Für die Planung barrierefreier, zukunftsfähiger Bäder sollte daher auch immer dieser Aspekt berücksichtigt und ein effektiver Verbrühungsschutz sichergestellt werden. Insbesondere älteren und körperlich eingeschränkten Menschen wird dadurch ermöglicht, ihre Unabhängigkeit und Lebensqualität so lange wie möglich zu erhalten und sicher in den eigenen vier Wänden zu leben.

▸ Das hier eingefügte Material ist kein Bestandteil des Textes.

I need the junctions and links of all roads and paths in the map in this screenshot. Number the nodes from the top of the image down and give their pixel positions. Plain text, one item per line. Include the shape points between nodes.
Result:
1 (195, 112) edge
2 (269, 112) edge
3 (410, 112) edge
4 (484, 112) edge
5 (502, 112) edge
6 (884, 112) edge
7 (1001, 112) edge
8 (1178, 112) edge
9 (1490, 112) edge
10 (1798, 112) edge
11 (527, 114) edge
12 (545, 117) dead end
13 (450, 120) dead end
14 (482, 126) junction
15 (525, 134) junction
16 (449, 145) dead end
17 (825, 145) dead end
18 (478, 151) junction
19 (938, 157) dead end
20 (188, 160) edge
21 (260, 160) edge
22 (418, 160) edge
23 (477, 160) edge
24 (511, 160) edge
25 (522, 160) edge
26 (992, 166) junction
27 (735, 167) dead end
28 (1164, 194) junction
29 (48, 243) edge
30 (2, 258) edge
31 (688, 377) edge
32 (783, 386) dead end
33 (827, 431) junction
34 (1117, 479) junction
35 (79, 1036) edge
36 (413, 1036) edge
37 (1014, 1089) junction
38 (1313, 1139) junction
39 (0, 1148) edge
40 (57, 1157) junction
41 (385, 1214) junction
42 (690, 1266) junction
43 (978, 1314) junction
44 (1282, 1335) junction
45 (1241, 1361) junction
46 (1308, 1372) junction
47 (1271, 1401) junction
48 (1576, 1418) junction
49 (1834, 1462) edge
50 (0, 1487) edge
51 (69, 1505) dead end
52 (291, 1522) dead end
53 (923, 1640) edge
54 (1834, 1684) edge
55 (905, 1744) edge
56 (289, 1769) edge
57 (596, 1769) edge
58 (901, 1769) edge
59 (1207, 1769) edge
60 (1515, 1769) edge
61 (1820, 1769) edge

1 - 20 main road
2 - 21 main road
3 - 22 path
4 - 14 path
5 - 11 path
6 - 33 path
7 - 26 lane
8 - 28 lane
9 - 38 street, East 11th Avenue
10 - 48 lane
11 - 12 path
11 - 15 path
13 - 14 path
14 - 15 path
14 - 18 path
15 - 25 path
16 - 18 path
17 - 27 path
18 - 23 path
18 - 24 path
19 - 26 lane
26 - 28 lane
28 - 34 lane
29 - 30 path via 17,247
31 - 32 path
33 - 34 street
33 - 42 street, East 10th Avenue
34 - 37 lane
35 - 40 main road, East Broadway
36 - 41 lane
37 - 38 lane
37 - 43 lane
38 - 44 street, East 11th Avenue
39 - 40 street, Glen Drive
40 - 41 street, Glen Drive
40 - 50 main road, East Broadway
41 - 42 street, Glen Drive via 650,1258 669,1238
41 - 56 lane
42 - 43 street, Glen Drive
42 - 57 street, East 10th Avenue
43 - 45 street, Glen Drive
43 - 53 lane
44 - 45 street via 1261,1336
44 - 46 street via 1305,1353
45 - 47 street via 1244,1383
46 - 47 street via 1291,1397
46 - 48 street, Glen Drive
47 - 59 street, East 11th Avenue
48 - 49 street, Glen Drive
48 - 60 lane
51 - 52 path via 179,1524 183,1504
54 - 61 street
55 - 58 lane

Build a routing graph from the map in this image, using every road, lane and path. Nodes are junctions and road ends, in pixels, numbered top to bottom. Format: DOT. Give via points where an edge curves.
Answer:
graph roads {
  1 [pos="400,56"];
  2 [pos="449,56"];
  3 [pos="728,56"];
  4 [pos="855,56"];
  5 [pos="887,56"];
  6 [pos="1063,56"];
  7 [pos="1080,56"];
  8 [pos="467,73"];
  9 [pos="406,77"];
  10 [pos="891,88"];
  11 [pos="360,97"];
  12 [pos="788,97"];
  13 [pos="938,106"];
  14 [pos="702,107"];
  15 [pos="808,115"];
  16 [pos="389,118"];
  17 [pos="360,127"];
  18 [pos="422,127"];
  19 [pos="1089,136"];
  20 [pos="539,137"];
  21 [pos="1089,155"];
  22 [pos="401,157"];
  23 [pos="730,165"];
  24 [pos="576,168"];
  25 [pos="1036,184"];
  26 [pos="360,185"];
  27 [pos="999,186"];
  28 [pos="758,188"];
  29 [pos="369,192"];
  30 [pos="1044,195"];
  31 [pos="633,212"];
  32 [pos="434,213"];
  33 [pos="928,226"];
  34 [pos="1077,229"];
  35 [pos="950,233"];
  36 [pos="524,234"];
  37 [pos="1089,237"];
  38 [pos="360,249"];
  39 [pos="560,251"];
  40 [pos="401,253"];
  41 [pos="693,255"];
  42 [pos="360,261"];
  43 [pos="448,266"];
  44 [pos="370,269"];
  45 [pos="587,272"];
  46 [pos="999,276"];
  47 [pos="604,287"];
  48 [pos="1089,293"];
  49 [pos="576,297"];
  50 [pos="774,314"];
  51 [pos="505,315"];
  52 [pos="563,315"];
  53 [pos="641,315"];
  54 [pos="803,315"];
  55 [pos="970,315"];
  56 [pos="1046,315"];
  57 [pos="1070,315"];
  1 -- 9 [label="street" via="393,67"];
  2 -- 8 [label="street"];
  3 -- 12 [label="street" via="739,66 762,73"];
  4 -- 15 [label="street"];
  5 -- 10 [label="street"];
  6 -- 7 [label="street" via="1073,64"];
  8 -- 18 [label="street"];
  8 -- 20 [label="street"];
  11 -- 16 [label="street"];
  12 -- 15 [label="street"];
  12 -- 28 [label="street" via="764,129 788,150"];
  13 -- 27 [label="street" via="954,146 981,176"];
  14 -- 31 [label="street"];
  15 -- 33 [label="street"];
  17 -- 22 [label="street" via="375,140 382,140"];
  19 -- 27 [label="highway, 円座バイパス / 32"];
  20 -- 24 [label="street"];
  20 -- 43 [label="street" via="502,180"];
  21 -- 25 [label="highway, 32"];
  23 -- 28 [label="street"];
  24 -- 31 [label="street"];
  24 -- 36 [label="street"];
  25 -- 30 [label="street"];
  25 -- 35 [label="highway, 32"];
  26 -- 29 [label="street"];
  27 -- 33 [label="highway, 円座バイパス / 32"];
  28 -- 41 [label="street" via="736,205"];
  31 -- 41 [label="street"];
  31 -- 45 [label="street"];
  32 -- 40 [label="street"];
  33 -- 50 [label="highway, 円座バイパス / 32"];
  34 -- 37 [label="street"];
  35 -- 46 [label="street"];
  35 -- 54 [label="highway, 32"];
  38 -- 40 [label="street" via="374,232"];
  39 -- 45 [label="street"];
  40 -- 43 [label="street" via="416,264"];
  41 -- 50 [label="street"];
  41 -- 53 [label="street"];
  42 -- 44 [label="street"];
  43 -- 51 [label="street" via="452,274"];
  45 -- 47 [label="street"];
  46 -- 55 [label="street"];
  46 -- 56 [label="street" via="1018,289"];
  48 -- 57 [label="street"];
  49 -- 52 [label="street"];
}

Heißes Wasser mit einer Temperatur von 55 °C ist an jeder Stelle in Trinkwasserinstallationen notwendig, um eine übermäßige Legionellenvermehrung zu verhindern und die Trinkwassergüte zu erhalten – zugleich bergen hohe Temperaturen aber auch ein ernstzunehmendes Verbrühungsrisiko. Wie schwerwiegend eine Verbrühung ist, hängt von der Wassertemperatur, der Dauer des Hautkontakts, der Hautbeschaffenheit sowie der betroffenen Hautfläche ab.
Bei längerem Kontakt können bereits vergleichsweise niedrige Wassertemperaturen wie 45 °C zu ernsthaften Hautschädigungen ersten Grades (Hautrötungen, Schwellungen und Schmerzen) führen. Verbrennungen zweiten (Blasenbildung, unvollständige Hautzerstörung) und dritten Grades (vollständige Hautzerstörung) treten nach maximal 8 Sekunden Kontakt mit 60 °C heißem Wasser auf – bei Kindern sogar bereits nach etwa 3 Sekunden. Neben der unmittelbaren Verbrühung und Schädigung der Haut kann es bei Kontakt mit heißem Wasser auch zu sekundären Verletzungen – etwa Stürzen in Folge einer Fluchtreaktion – kommen.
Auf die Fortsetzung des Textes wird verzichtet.